Weisser didn’t just not do something bad; he intentionally did something good, something truly loving. He practiced the Golden Rule with someone who deserved it least.

At the end of the Matthew 7:12, Jesus said, “for this sums up the Law and the Prophets.” The Ten Commandments were the Law, but there were also 613 specific commandments that focused on how to practically live out the Ten Commandments. That’s an awful lot of commandments.

Jesus simplified everything. The Golden Rule condensed the Law into a single command.

Then, in Matthew 22:37-40, Jesus took it one step further and essentially summed up the Law in four words: love God, love people. Jesus said, “‘Love the Lord your God with all your heart and with all your soul and with all your mind.’ This is the first and greatest commandment. And the second is like it: ‘Love your neighbor as yourself.’ All the Law and the Prophets hang on these two commandments.”

When we truly “do to others,” it always costs something.

Notice something important in this passage. Jesus didn’t tell us to just love some people. He said to “love your neighbor.” Why is this such a big deal? Because the Jews viewed their neighbors as being fellow Israelites (Leviticus 19:18). Jesus, on the other hand, removed the exceptions through both His teaching and example.

This didn’t set well with a religious leader, who asked Jesus, “And who is my neighbor?” (Luke 10:29). This leader was looking for a loophole. Jesus responded by telling the story of the good Samaritan.

In short, a Jewish man was traveling from Jerusalem to Jericho when he encountered thieves who beat him and left him for dead. The route he traveled was a 17- to 20-mile road that dropped 3,600 feet from start to end. It was a dangerous, narrow, rocky path. Bandits would hide along the road, and then attack and rob travelers.

Jesus went on to describe how people responded to the injured man as they walked along the path. First, a priest walked by, crossing to the other side. After all, if he touched a dead man, the priest would be considered unclean, and therefore lose his place in line to serve in the temple. Simply put, the priest’s status was more important than the suffering of the Samaritan. Then a Levite passed by, following the lead of the priest.

Finally, Jesus shocked the religious leader when He said, “But a Samaritan, as he traveled, came where the man was; and when he saw him, he took pity on him. He went to him and bandaged his wounds, pouring on oil and wine. Then he put the man on his own donkey, brought him to an inn and took care of him.
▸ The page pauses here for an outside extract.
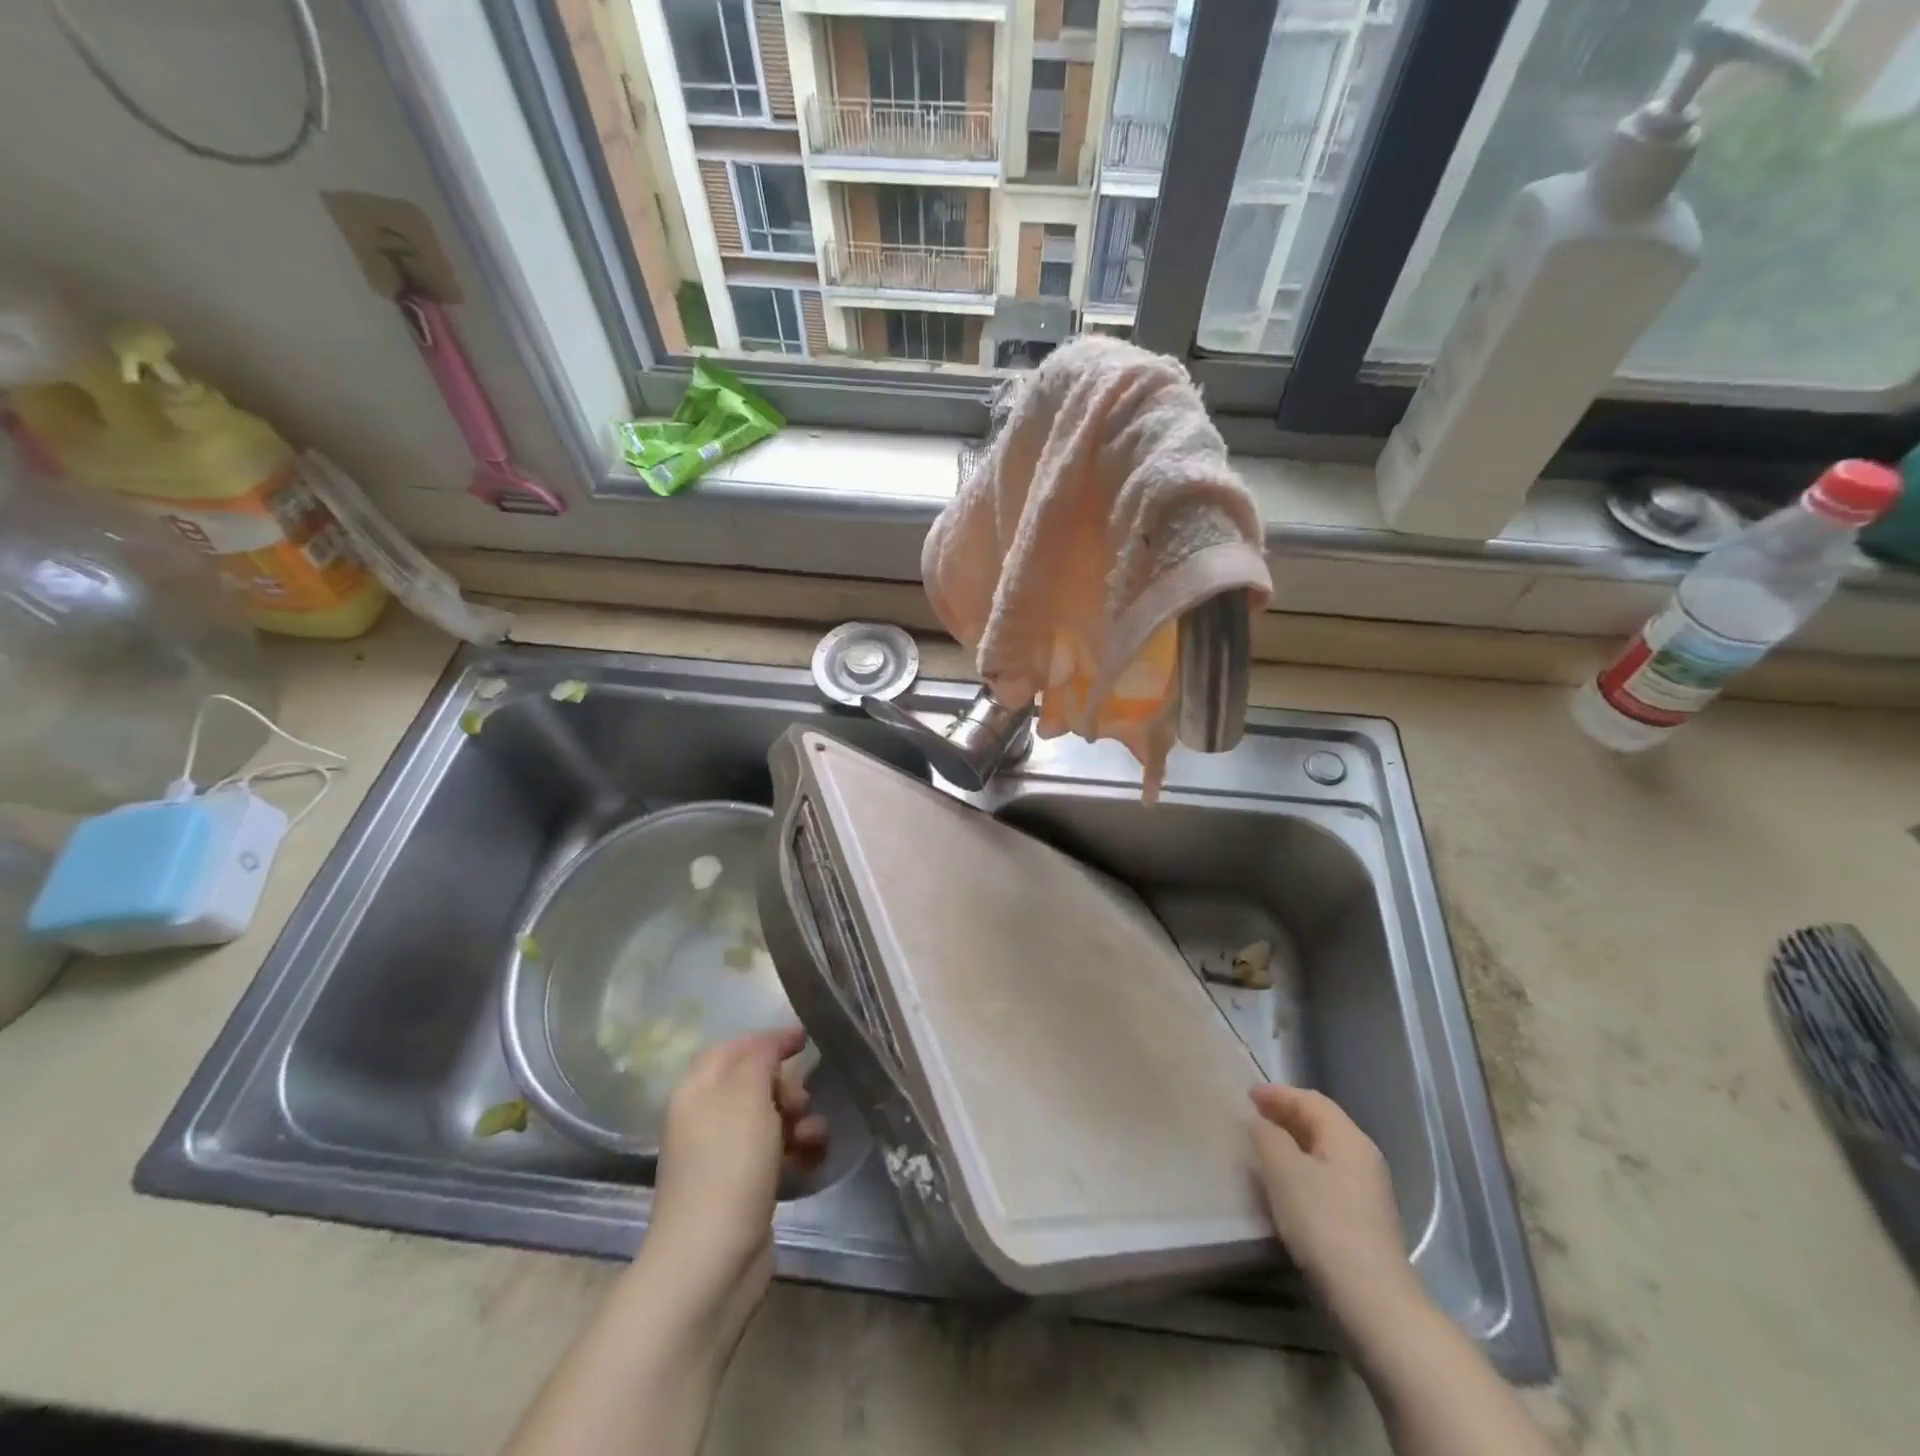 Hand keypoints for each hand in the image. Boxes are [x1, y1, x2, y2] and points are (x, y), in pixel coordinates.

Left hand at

The next day he took out two denarii and gave them to the innkeeper. ‘Look after him,’ he said, ‘and when I return, I will reimburse you for any extra expense you may have’” (Luke 10:33-35).
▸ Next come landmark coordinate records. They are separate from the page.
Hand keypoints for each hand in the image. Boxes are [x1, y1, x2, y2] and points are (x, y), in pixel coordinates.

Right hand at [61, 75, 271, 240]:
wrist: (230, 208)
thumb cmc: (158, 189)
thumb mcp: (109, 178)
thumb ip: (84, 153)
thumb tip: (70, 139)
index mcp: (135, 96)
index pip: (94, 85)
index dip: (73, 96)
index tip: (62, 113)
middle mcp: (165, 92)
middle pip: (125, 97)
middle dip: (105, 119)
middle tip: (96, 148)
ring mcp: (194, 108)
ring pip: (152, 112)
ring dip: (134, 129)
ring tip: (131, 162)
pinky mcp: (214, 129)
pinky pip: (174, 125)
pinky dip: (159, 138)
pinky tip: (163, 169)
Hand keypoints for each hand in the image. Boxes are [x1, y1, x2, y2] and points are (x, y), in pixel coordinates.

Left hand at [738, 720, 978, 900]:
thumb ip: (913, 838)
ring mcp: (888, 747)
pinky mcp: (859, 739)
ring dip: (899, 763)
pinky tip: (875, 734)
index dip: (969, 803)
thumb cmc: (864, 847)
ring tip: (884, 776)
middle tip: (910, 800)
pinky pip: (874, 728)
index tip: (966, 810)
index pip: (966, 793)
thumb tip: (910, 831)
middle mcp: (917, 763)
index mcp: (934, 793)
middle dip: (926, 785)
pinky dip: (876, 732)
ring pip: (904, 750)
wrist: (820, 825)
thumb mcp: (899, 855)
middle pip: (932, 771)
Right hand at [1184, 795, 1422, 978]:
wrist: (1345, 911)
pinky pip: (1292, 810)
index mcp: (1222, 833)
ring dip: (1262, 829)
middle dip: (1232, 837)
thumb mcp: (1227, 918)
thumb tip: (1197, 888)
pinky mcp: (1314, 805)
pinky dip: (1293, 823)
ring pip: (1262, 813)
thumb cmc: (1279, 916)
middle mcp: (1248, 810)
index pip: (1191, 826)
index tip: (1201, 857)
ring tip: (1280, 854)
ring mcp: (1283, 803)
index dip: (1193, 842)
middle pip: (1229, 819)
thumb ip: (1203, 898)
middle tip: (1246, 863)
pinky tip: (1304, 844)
When Jesus said this, it was like a slap in the face to the religious leaders, because the Jews despised Samaritans. In their minds, Samaritans were heretics. They were professionals at breaking the Law. In fact, when Jews traveled from Judea to Galilee, they often wouldn’t even pass through Samaria (even though it was a faster route). Instead, they would bypass Samaria by crossing over the Jordan River.

But the Samaritan was different. He did for others what he would want done for him. The Samaritan didn’t try to define “others.” He didn’t make any exceptions to “others.” The Samaritan loved — period. To the thieves, the man was a nemesis. To the priest and Levite, the man was a nuisance. But to the Samaritan, the man was a neighbor.
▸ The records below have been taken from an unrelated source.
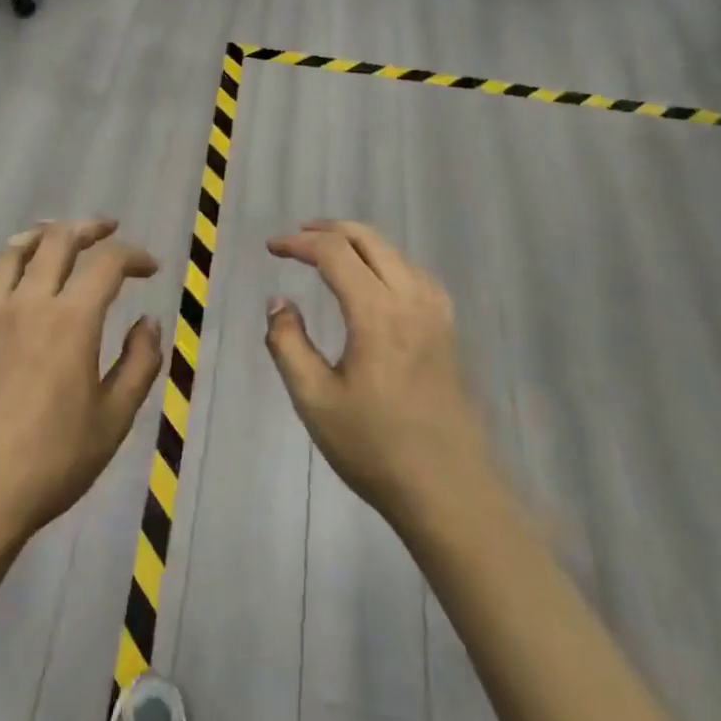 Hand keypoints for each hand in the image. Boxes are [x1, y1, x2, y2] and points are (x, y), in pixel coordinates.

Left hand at [0, 219, 163, 550]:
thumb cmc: (52, 460)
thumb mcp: (114, 418)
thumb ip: (139, 363)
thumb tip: (148, 322)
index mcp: (70, 320)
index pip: (106, 263)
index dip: (133, 255)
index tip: (150, 267)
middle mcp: (27, 303)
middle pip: (56, 241)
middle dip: (87, 228)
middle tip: (107, 230)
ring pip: (10, 253)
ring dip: (39, 236)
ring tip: (55, 236)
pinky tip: (6, 277)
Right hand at [265, 220, 496, 533]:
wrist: (448, 491)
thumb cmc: (374, 448)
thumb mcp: (314, 399)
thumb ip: (288, 343)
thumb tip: (279, 302)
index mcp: (377, 313)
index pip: (334, 253)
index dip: (298, 243)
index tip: (271, 249)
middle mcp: (411, 300)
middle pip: (370, 240)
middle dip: (329, 230)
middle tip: (297, 237)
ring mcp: (437, 315)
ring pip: (396, 253)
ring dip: (359, 242)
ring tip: (330, 251)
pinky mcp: (448, 332)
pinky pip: (416, 274)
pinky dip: (387, 261)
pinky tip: (377, 280) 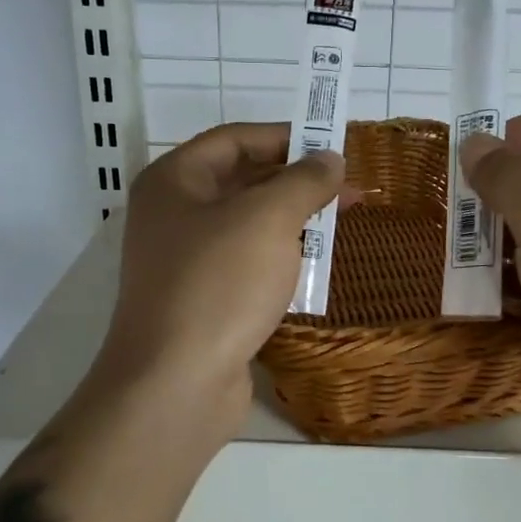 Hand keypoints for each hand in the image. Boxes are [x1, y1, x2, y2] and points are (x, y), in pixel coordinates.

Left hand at [97, 123, 343, 432]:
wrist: (176, 384)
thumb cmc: (219, 284)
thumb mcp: (268, 219)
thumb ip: (304, 181)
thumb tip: (329, 159)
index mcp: (174, 181)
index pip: (234, 139)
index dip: (285, 137)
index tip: (332, 146)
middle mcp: (173, 215)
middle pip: (241, 182)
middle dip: (296, 183)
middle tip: (348, 189)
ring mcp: (184, 262)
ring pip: (247, 227)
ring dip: (292, 222)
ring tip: (339, 225)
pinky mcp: (201, 301)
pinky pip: (245, 265)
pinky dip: (278, 260)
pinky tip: (312, 268) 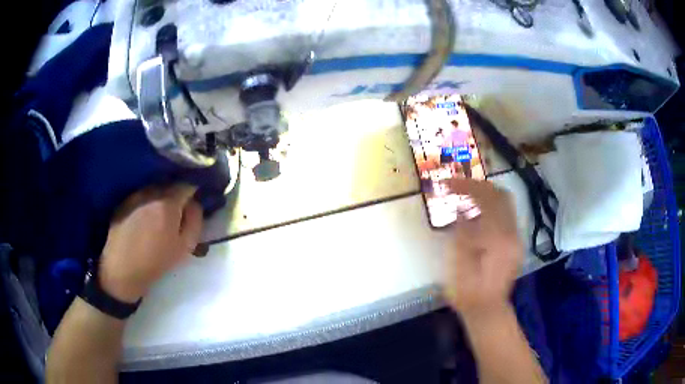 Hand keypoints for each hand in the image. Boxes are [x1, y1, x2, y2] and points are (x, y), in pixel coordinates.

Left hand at [98, 184, 202, 302]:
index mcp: (168, 203)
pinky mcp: (123, 202)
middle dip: (175, 196)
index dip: (192, 193)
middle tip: (176, 213)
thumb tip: (195, 203)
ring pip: (153, 189)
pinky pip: (141, 196)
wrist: (123, 270)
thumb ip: (195, 221)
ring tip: (158, 217)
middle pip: (169, 185)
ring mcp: (135, 196)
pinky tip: (143, 221)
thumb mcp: (185, 247)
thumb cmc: (157, 261)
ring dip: (159, 198)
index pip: (186, 185)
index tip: (192, 205)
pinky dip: (146, 203)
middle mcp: (151, 193)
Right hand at [441, 179, 522, 319]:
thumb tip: (461, 209)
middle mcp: (512, 233)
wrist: (487, 311)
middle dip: (478, 186)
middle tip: (458, 186)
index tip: (447, 183)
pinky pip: (505, 215)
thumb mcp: (458, 264)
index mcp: (497, 238)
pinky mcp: (515, 243)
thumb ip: (461, 232)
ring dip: (485, 195)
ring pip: (505, 203)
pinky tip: (475, 214)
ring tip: (464, 196)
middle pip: (501, 195)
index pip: (486, 198)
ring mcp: (516, 238)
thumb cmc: (468, 292)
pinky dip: (490, 208)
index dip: (466, 186)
Then Jesus made His point clear and concise: “Go and do likewise” (Luke 10:37). I don’t know whom you consider to be your neighbor, but Jesus didn’t classify who was and wasn’t a neighbor. If they are breathing, they’re our neighbors.

That co-worker who gossips behind your back is your neighbor. That person who voted differently than you is your neighbor. That family member who belittles you is your neighbor. That person who won’t mow the lawn next door to you is your neighbor. The immigrant who just moved into your community is your neighbor. The poor and broken people you served on a mission trip this summer are your neighbors.

When we truly “do to others,” it always costs something. It might cost time, a listening ear, a compassionate act or even a generous gift. It’s not enough to not do something bad. We must intentionally do good to our neighbors.